Gemini 3.5 Flash Is Free and Fast. The Agent Stack Is Still the Moat.

Google shipped Gemini 3.5 Flash this week — fast, free, and pitched as a Cursor and Claude Code killer when bundled with Antigravity 2.0. Within hours the YouTube thumbnails were already calling Claude Code "destroyed."

I have been running ~70 MCP tools across five channel servers in production for a few months. My answer to "would you switch?" is no, and the reason isn't loyalty to Anthropic. It is that the model stopped being the moat about a year ago, and almost nobody in the model-launch discourse has updated for it.

The thing the headline is selling

The pitch on Gemini 3.5 Flash is real. It is fast — Google quotes around 300 tokens per second on the public benchmarks. It is free inside Antigravity. It is "intelligent enough" for vibe coding, which is the framing the launch posts lean on hardest. If you are doing single-shot prompts from an IDE plugin, this is a meaningful upgrade.

That is also where the value ends.

A "vibe coding" session is one model, one prompt, one file edit, maybe a follow-up. The model is the whole stack. Of course the fastest cheapest model wins.

That is not how I work, and increasingly it is not how anyone shipping production AI works.

What I would have to rip out to switch

When I run a Claude Code session, the model is one input. Around it sits:

Five channel servers, each registered as its own MCP server with its own brain prompt — one for chat, one for content publishing, one for routine automation, one for job-application autopilot, one for code work
~70 MCP tools across those servers, namespaced and dedup-checked so the model picks the right one when two descriptions could overlap
Custom hooks on SessionStart and UserPromptSubmit that load skills, inject the right brain, and enforce permission allowlists
A persistent memory directory the agent reads and writes across sessions
Subagents wired to wake on external events — a cron tick, a chat broadcast, a captured job posting — not just on my prompt
A whole .claude/skills/ directory of domain playbooks the model loads on demand

None of that is the model. All of it is the agent stack.

If I move to Antigravity tomorrow, none of those tools come with me. I have to redesign the orchestration layer for whatever protocol Google ships, find the equivalent of skills and subagents, rebuild the channel-broadcast wake flow, and re-test 800 production calls against a different model's tool-calling behaviour. Several weeks of work, minimum. For what — a model that is faster and free?

The math does not work. Token cost is a rounding error compared to the time it took to build the system around the model.

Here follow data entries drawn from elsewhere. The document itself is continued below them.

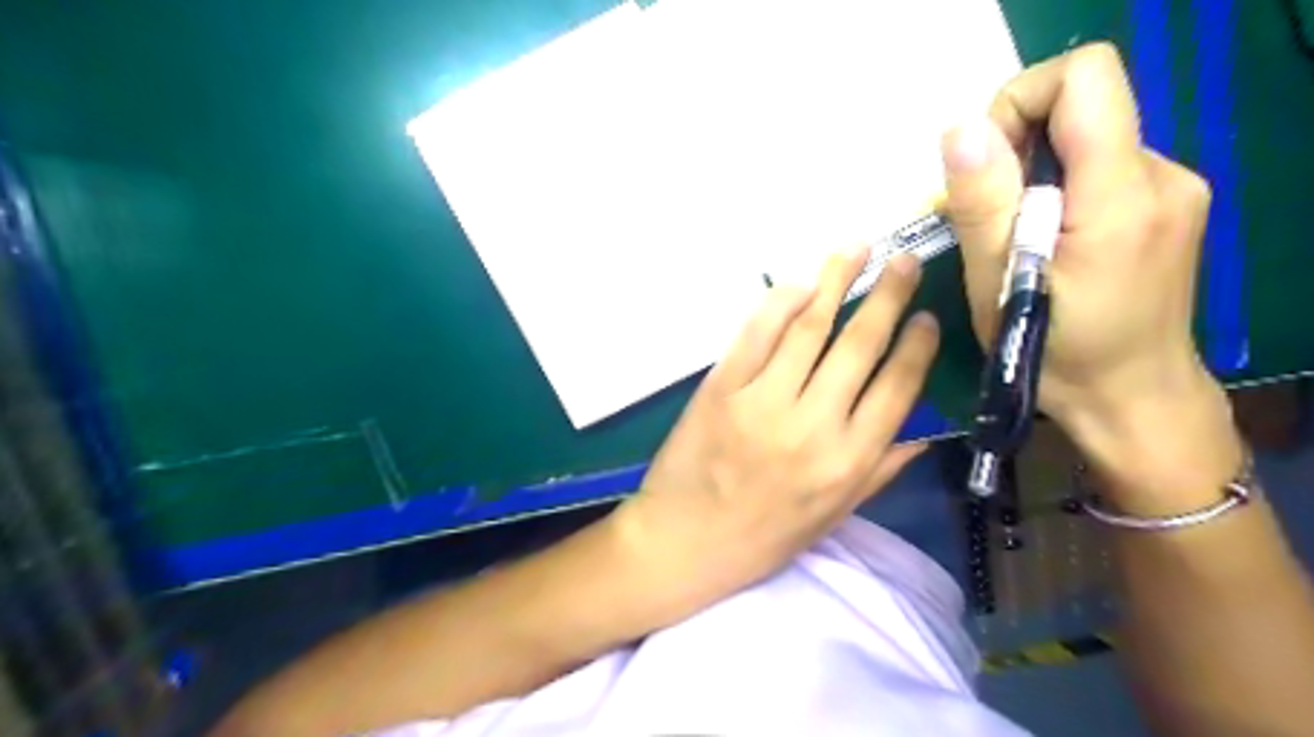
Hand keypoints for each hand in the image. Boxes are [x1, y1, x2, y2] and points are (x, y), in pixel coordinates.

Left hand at [611, 248, 937, 610]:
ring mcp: (762, 402)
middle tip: (905, 261)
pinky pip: (756, 334)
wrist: (685, 541)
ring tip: (857, 248)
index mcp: (847, 461)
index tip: (926, 316)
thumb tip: (923, 433)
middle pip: (859, 346)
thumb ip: (879, 471)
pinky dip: (780, 302)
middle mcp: (812, 426)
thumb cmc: (763, 538)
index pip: (897, 388)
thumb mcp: (832, 517)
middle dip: (888, 296)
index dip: (915, 346)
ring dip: (836, 281)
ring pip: (809, 328)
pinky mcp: (721, 388)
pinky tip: (800, 283)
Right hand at [939, 42, 1238, 512]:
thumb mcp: (998, 282)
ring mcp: (1173, 188)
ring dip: (1035, 175)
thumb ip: (983, 201)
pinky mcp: (1167, 205)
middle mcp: (1163, 173)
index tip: (986, 164)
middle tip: (990, 215)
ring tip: (1014, 239)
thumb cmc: (1054, 351)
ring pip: (1087, 140)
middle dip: (1018, 147)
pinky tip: (1045, 242)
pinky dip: (1060, 191)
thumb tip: (961, 128)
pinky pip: (1101, 168)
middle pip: (1083, 105)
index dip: (1021, 100)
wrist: (1131, 398)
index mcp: (1121, 192)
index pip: (1084, 76)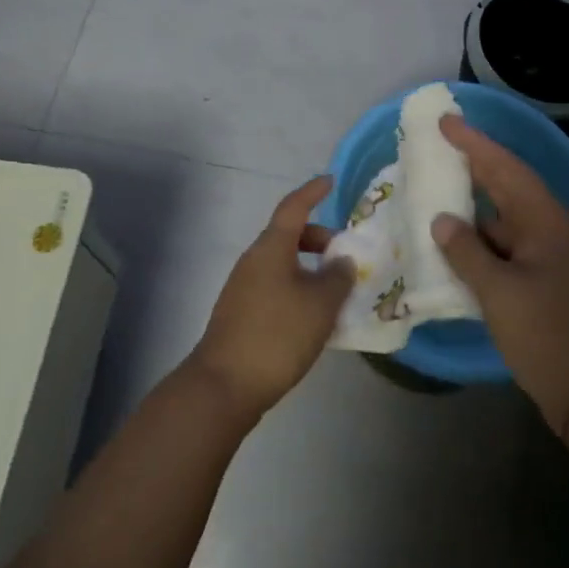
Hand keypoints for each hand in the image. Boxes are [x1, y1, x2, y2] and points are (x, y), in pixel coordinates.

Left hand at [187, 177, 353, 422]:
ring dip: (309, 269)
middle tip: (344, 257)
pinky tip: (312, 318)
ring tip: (335, 293)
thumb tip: (341, 261)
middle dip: (318, 239)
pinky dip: (297, 289)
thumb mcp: (320, 305)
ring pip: (282, 264)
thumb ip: (337, 278)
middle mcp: (254, 260)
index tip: (331, 181)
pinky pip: (275, 286)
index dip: (313, 192)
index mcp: (271, 248)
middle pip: (289, 236)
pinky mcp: (240, 314)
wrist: (223, 386)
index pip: (294, 207)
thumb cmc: (276, 335)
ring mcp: (243, 287)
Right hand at [431, 117, 568, 436]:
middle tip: (437, 144)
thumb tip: (442, 221)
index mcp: (545, 221)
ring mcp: (548, 255)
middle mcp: (549, 228)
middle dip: (473, 163)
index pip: (504, 167)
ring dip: (473, 204)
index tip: (444, 121)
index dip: (473, 142)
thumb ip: (467, 252)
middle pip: (507, 185)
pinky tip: (455, 243)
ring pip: (504, 217)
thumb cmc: (548, 335)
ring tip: (437, 190)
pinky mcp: (543, 279)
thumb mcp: (499, 293)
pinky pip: (505, 245)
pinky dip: (479, 239)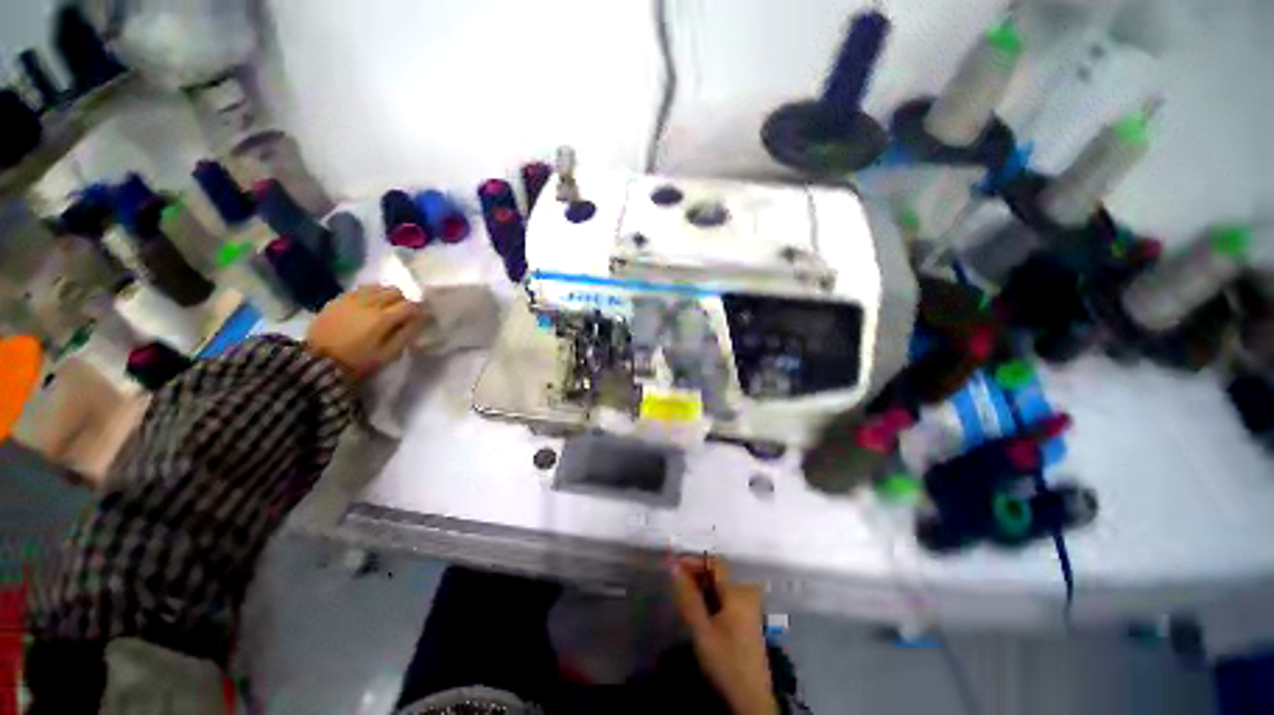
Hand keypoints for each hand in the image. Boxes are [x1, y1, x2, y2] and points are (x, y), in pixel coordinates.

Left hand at [305, 286, 428, 379]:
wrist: (317, 361)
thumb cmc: (357, 362)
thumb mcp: (388, 354)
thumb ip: (406, 334)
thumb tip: (419, 320)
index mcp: (383, 318)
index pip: (410, 305)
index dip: (419, 310)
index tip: (421, 318)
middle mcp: (369, 303)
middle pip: (395, 291)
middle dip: (403, 301)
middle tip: (402, 314)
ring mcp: (351, 299)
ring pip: (378, 287)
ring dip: (387, 295)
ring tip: (386, 308)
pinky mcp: (338, 299)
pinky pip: (361, 289)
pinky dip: (371, 294)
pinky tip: (369, 305)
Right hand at [672, 556, 778, 714]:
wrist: (751, 700)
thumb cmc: (726, 663)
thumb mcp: (702, 631)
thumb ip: (688, 597)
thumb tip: (674, 566)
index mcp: (738, 592)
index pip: (715, 562)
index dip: (694, 560)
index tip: (675, 566)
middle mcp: (747, 593)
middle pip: (719, 572)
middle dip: (697, 573)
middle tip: (676, 583)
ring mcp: (750, 606)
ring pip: (722, 584)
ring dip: (703, 585)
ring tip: (684, 595)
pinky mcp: (748, 618)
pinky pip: (727, 596)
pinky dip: (712, 596)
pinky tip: (700, 609)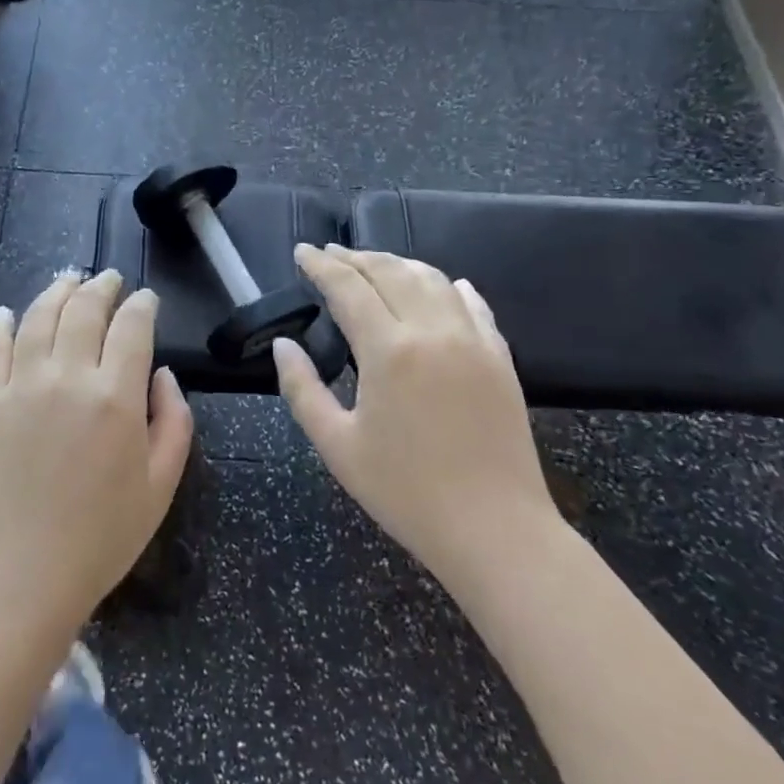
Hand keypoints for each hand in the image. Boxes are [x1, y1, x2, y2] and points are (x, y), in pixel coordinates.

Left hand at [0, 268, 194, 632]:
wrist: (20, 575)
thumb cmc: (101, 536)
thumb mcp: (161, 485)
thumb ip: (173, 421)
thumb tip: (163, 374)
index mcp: (115, 396)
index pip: (132, 326)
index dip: (142, 304)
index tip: (146, 299)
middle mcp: (68, 376)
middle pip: (84, 309)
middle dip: (102, 286)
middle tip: (110, 279)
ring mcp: (21, 384)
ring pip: (40, 316)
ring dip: (57, 291)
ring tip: (68, 279)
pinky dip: (3, 324)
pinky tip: (9, 313)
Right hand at [274, 244, 559, 583]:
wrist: (497, 531)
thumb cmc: (406, 492)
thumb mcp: (337, 446)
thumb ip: (302, 389)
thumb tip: (283, 345)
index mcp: (389, 350)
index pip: (348, 287)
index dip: (321, 265)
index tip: (302, 251)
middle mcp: (432, 331)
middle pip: (389, 272)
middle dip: (355, 257)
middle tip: (329, 254)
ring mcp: (473, 340)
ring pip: (432, 279)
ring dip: (398, 263)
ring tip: (374, 264)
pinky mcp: (500, 357)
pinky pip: (473, 304)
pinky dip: (448, 286)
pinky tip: (442, 285)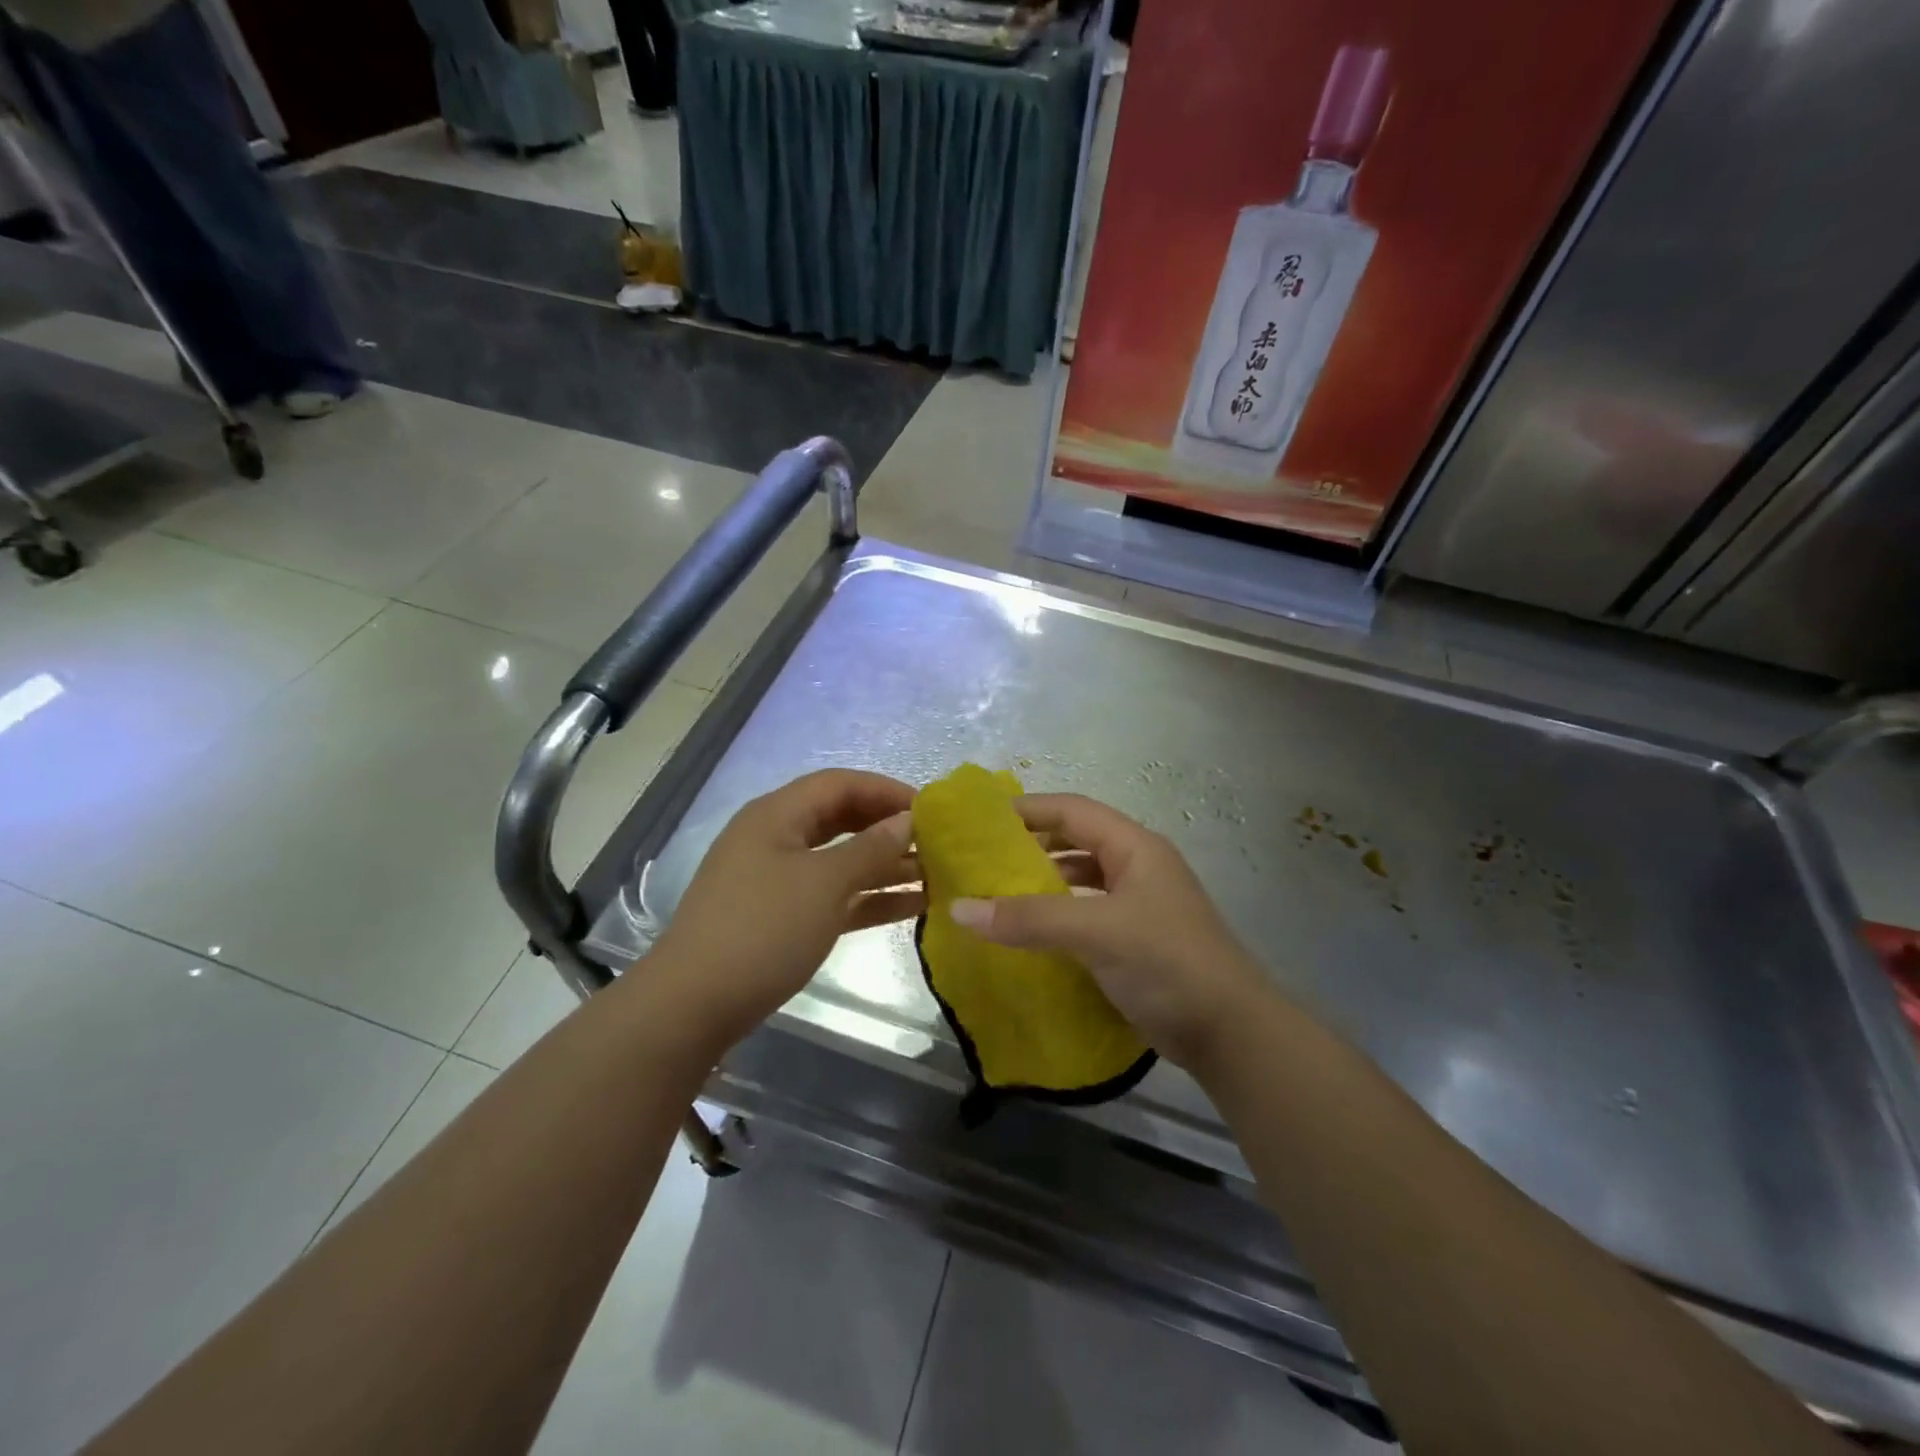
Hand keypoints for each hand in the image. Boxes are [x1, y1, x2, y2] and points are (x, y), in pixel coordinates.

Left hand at [650, 769, 921, 1047]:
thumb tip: (906, 821)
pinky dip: (867, 897)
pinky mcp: (781, 917)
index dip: (886, 790)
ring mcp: (777, 879)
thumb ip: (870, 849)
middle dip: (887, 827)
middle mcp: (776, 838)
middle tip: (935, 841)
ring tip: (935, 873)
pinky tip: (911, 906)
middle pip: (840, 819)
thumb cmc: (763, 930)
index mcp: (777, 815)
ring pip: (840, 859)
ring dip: (884, 865)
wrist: (693, 1006)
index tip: (931, 809)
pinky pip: (833, 894)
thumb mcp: (824, 884)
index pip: (839, 784)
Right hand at [948, 794, 1272, 1068]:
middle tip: (984, 858)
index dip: (1029, 809)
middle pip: (1077, 841)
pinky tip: (1031, 933)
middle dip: (1032, 845)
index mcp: (1135, 847)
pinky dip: (1058, 915)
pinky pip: (1087, 913)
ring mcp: (1140, 904)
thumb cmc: (1167, 963)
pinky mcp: (1137, 939)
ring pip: (1082, 879)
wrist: (1230, 1033)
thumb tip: (959, 909)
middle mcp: (1138, 867)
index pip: (1073, 810)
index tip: (983, 820)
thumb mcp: (1096, 933)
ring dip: (1044, 882)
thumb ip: (1030, 919)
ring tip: (999, 893)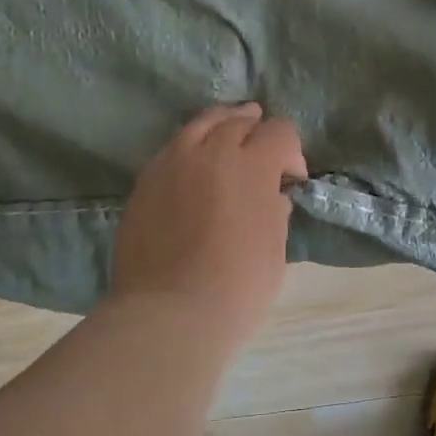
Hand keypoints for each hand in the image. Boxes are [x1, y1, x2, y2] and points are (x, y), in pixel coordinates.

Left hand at [110, 103, 307, 343]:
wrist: (170, 314)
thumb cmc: (237, 288)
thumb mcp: (274, 250)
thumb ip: (275, 212)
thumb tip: (272, 197)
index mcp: (251, 166)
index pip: (279, 131)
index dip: (292, 150)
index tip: (291, 179)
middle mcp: (209, 152)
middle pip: (237, 121)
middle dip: (256, 131)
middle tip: (261, 151)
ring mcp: (170, 164)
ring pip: (199, 125)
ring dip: (221, 126)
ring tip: (228, 134)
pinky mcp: (144, 183)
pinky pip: (172, 149)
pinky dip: (190, 148)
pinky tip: (194, 165)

Why model-only comparisons keep mispredicting the winner

Every model-launch cycle has the same shape now. Benchmark wins go viral, the YouTube hot-takes call the incumbent dead, and three months later the user numbers barely move. Cursor still has its users. Claude Code still has its users. The "destroyed" model from six months ago is still alive.

The reason is mundane. Once a developer wires their workflow into a coding agent — system prompts, project-specific context files, custom tools, branching habits, the way they prompt — the switching cost is the workflow, not the API bill. The model is shockingly easy to swap. The workflow is not.

This is the same shape as every prior tooling lock-in. People do not stay on JetBrains because the JVM is faster than the alternatives. They stay because every keybinding and plugin and live template is muscle memory.

Coding agents are getting that same kind of lock-in, and it is happening faster than the IDE generation because the agent stack is doing more of the work. The more the agent does, the more painful the rewire.

What would actually make me switch

A faster, free model alone — no. A faster, free model that natively reads my existing MCP server and runs my existing skills and respects my existing hooks — instantly. That is the bar.

This is also why MCP becoming a real cross-vendor standard matters more than any individual model launch. The moment the agent stack is portable, model switching becomes cheap again, and the model layer is back in competition on raw performance. Until then, "fastest free model" and "best agent system to actually ship with" are different rankings, and the gap between them is widening.

Why this matters

If you are picking a coding agent today, do not pick on model benchmarks. Pick on the surrounding system — tool model, memory model, hook model, multi-agent orchestration, how easy it is to add your own MCP server. Those are what you will be living inside in six months.

And if you are building an AI dev tool right now, the same thing flipped: the model is the commodity. The agent stack you build around it is the product. Treat it that way.